Water released from anoxic benthic zones to produce mechanical energy from turbine movement, fluctuating water levels, and nutrient and organic matter inputs from flooding and anthropogenic sources are other contributing factors of reservoir aquatic methane emissions.

=== Oceans ===
Oceans contribute a smaller but important amount of aquatic methane emissions, estimated at ~5–20 Tg C/yr. These aquatic methane emissions are emitted mostly from coastal areas and continental margins as well as geological formations/processes.

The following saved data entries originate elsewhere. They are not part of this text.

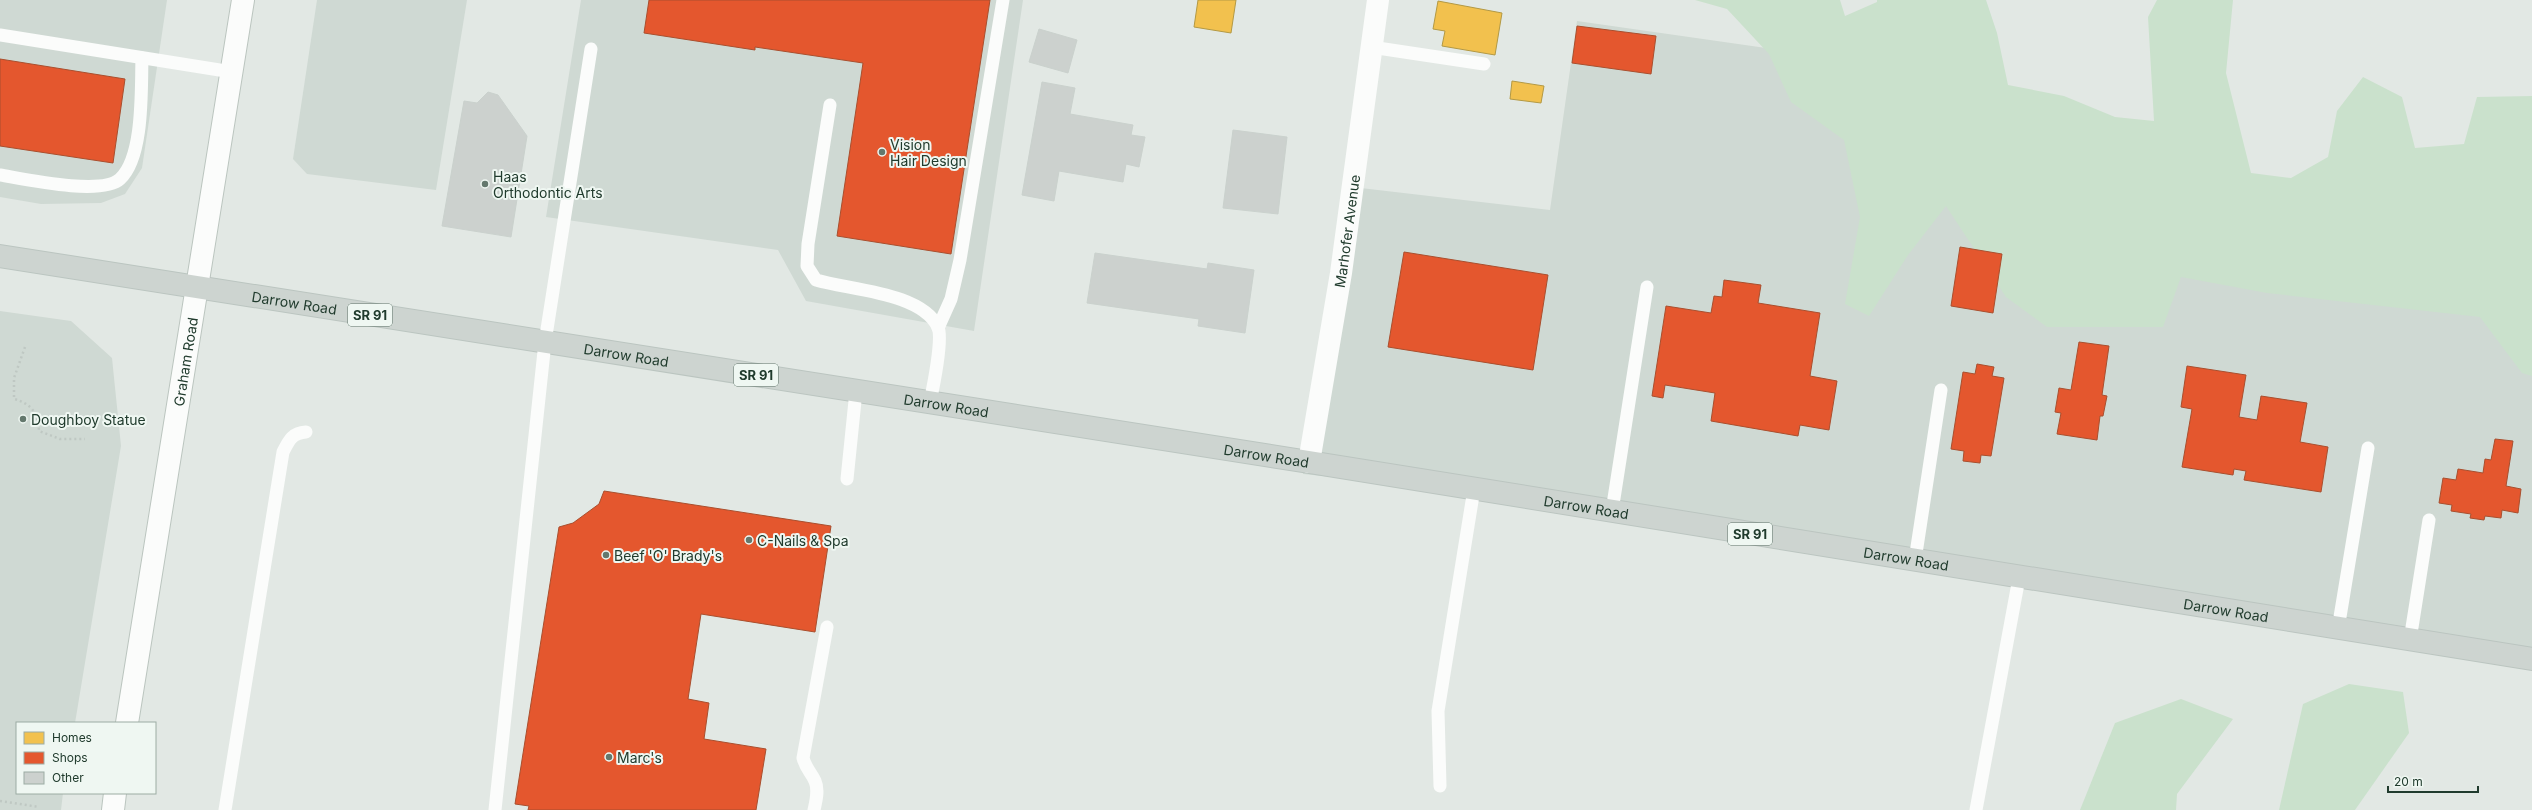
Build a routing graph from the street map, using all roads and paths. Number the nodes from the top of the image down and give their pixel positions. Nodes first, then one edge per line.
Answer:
1 (243, 0) edge
2 (1003, 0) edge
3 (1378, 0) edge
4 (0, 35) edge
5 (1371, 48) junction
6 (591, 49) dead end
7 (142, 58) junction
8 (1484, 64) dead end
9 (232, 72) junction
10 (830, 105) dead end
11 (0, 175) edge
12 (0, 256) edge
13 (195, 287) junction
14 (1647, 287) dead end
15 (938, 328) junction
16 (545, 342) junction
17 (25, 347) dead end
18 (1941, 390) dead end
19 (856, 391) junction
20 (930, 402) junction
21 (306, 432) dead end
22 (85, 439) dead end
23 (2368, 448) dead end
24 (1309, 462) junction
25 (846, 479) dead end
26 (1474, 489) junction
27 (1612, 511) junction
28 (2428, 520) dead end
29 (1915, 560) junction
30 (2019, 578) junction
31 (827, 627) dead end
32 (2338, 629) junction
33 (2410, 640) junction
34 (2532, 659) edge
35 (127, 722) edge
36 (1440, 786) dead end
37 (116, 794) edge
38 (0, 801) edge
39 (39, 807) dead end
40 (113, 810) edge
41 (225, 810) edge
42 (495, 810) edge
43 (814, 810) edge
44 (1976, 810) edge

1 - 9 main road, Graham Road
2 - 15 lane
3 - 5 main road, Marhofer Avenue
4 - 7 lane
5 - 8 lane
5 - 24 main road, Marhofer Avenue
6 - 16 lane
7 - 9 lane
7 - 11 lane
9 - 13 main road, Graham Road
10 - 15 lane
12 - 13 main road, Darrow Road / SR 91
13 - 16 main road, Darrow Road / SR 91
13 - 35 main road, Graham Road
14 - 27 lane
15 - 20 lane
16 - 19 main road, Darrow Road / SR 91
16 - 42 lane
17 - 22 path
18 - 29 lane
19 - 20 main road, Darrow Road / SR 91
19 - 25 lane
20 - 24 main road, Darrow Road / SR 91
21 - 41 lane
23 - 32 lane
24 - 26 main road, Darrow Road / SR 91
26 - 27 main road, Darrow Road / SR 91
26 - 36 lane
27 - 29 main road, Darrow Road / SR 91
28 - 33 lane
29 - 30 main road, Darrow Road / SR 91
30 - 32 main road, Darrow Road / SR 91
30 - 44 lane
31 - 43 lane
32 - 33 main road, Darrow Road / SR 91
33 - 34 main road, Darrow Road / SR 91
37 - 40 main road
38 - 39 path

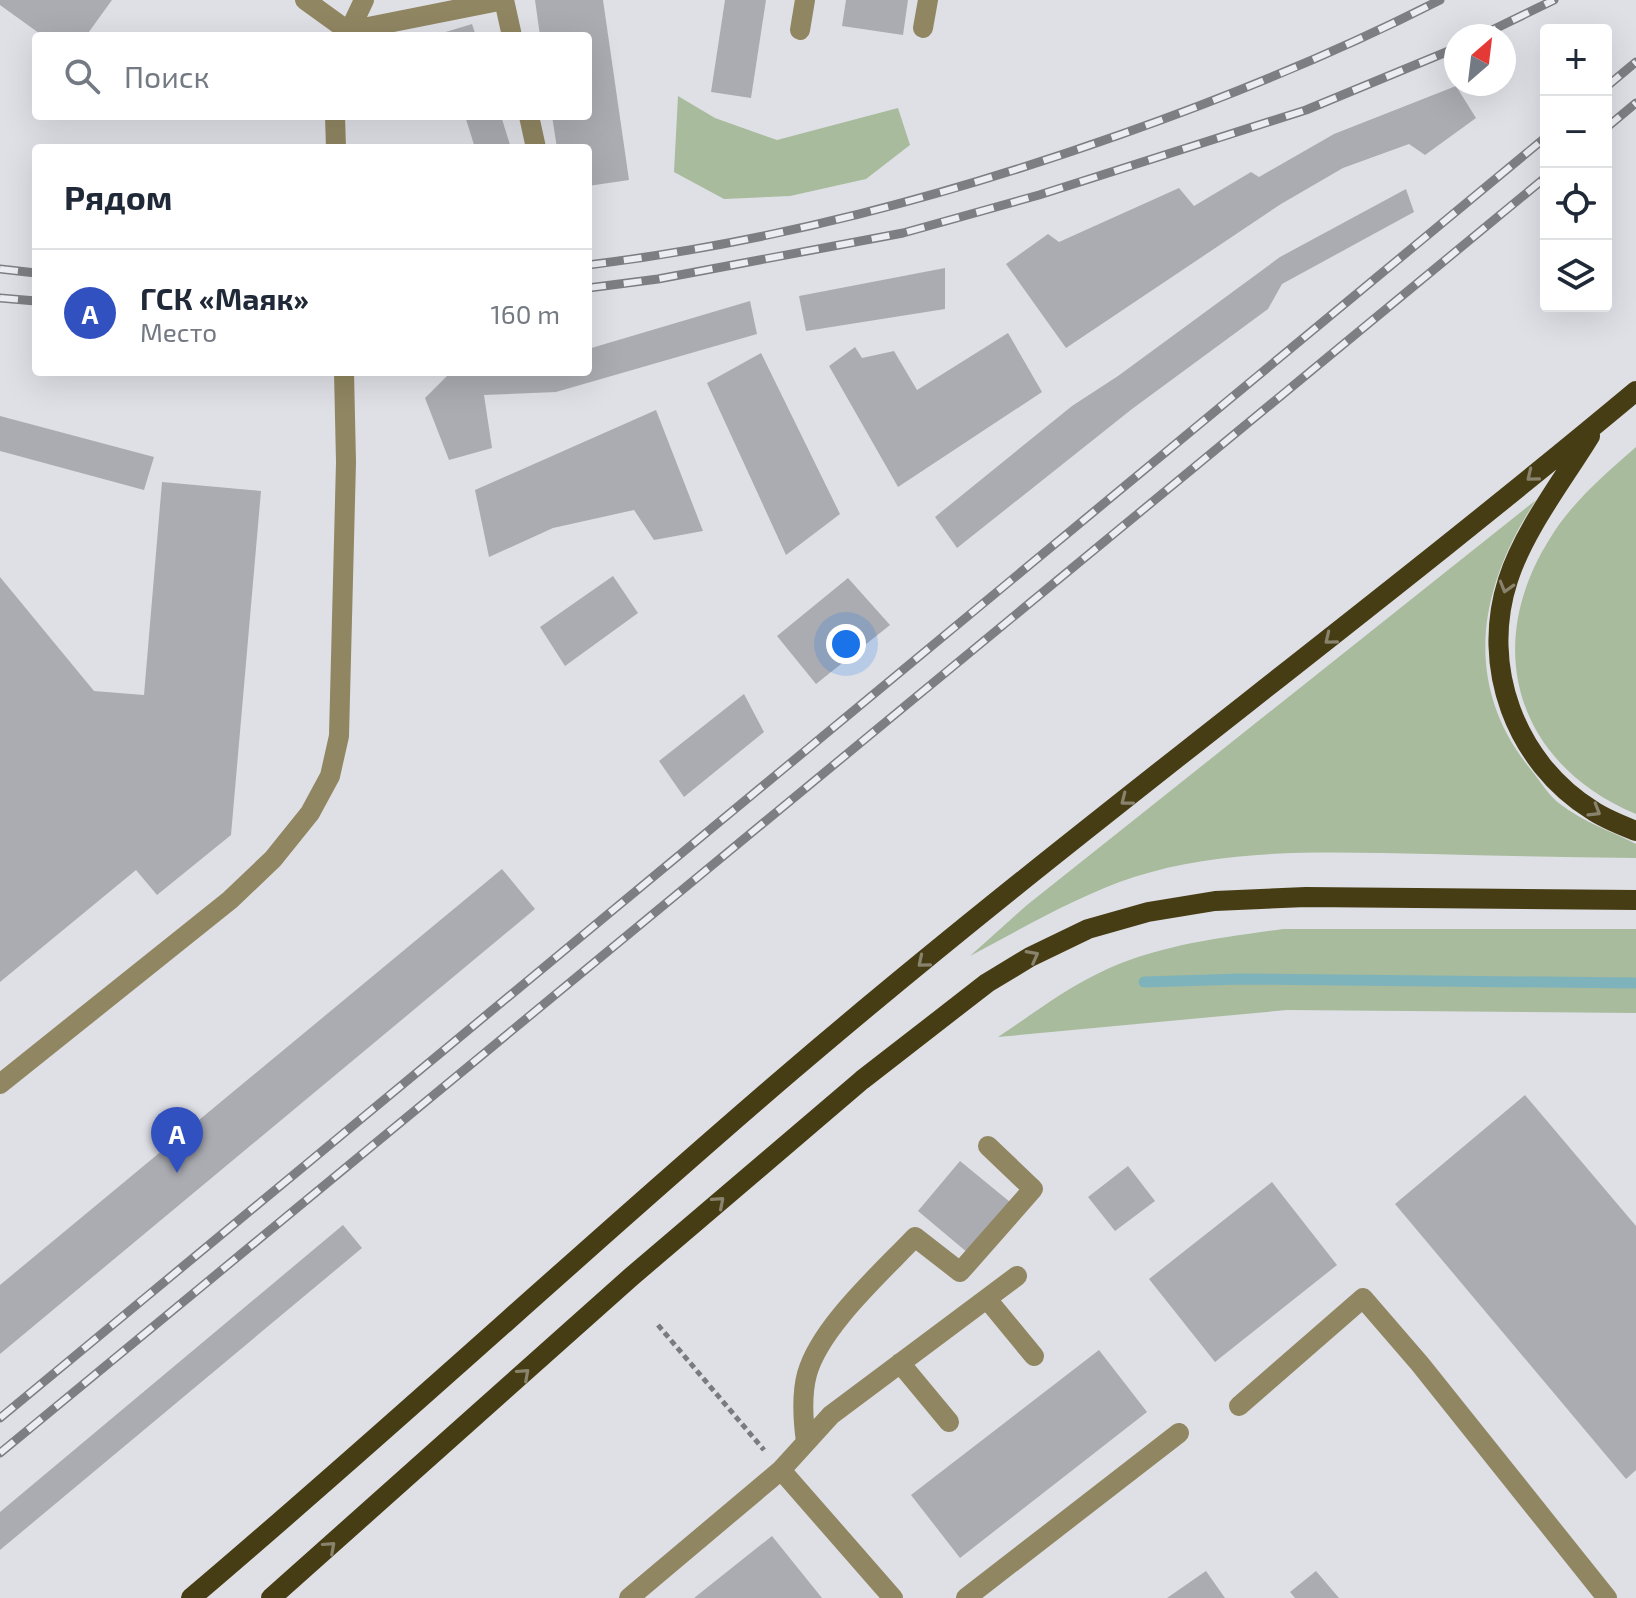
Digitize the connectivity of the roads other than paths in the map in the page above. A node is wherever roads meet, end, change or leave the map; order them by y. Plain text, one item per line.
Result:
1 (305, 0) edge
2 (364, 0) edge
3 (805, 0) edge
4 (928, 0) edge
5 (923, 28) dead end
6 (800, 30) dead end
7 (347, 32) edge
8 (348, 32) edge
9 (353, 32) edge
10 (511, 32) edge
11 (335, 120) edge
12 (530, 120) edge
13 (336, 144) edge
14 (535, 144) edge
15 (344, 376) edge
16 (1636, 391) edge
17 (1599, 422) junction
18 (1636, 831) edge
19 (1636, 900) edge
20 (0, 1084) edge
21 (988, 1146) dead end
22 (1017, 1276) dead end
23 (987, 1299) junction
24 (1034, 1356) dead end
25 (900, 1363) junction
26 (1239, 1406) dead end
27 (949, 1422) dead end
28 (1179, 1433) dead end
29 (806, 1442) junction
30 (781, 1470) junction
31 (191, 1598) edge
32 (271, 1598) edge
33 (629, 1598) edge
34 (893, 1598) edge
35 (966, 1598) edge
36 (1607, 1598) edge

1 - 7 street
2 - 8 street
3 - 6 street
4 - 5 street
9 - 10 street
11 - 13 street
12 - 14 street
15 - 20 street
16 - 17 main road
17 -> 18 main road
17 -> 31 main road
32 -> 19 main road
21 - 29 street
22 - 23 street
23 - 24 street
23 - 25 street
25 - 27 street
25 - 29 street
26 - 36 street
28 - 35 street
29 - 30 street
30 - 33 street
30 - 34 street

== Environmental factors ==

=== Trophic state and algal blooms ===
Excessive nutrient loading from urban, agricultural, and sewage runoff can lead to aquatic methane emissions through the increase of excessive aquatic vegetation in a water body. Nutrient enrichment can also result in harmful algal blooms (HABs), which can further increase methane emissions from excessive sedimentary organic matter deposition in a water body. This process is called eutrophication, which can result in the release of significantly more tonnes of aquatic methane than an oligotrophic system. A water body's trophic status can directly correlate in a non-linear model with total aquatic methane emissions.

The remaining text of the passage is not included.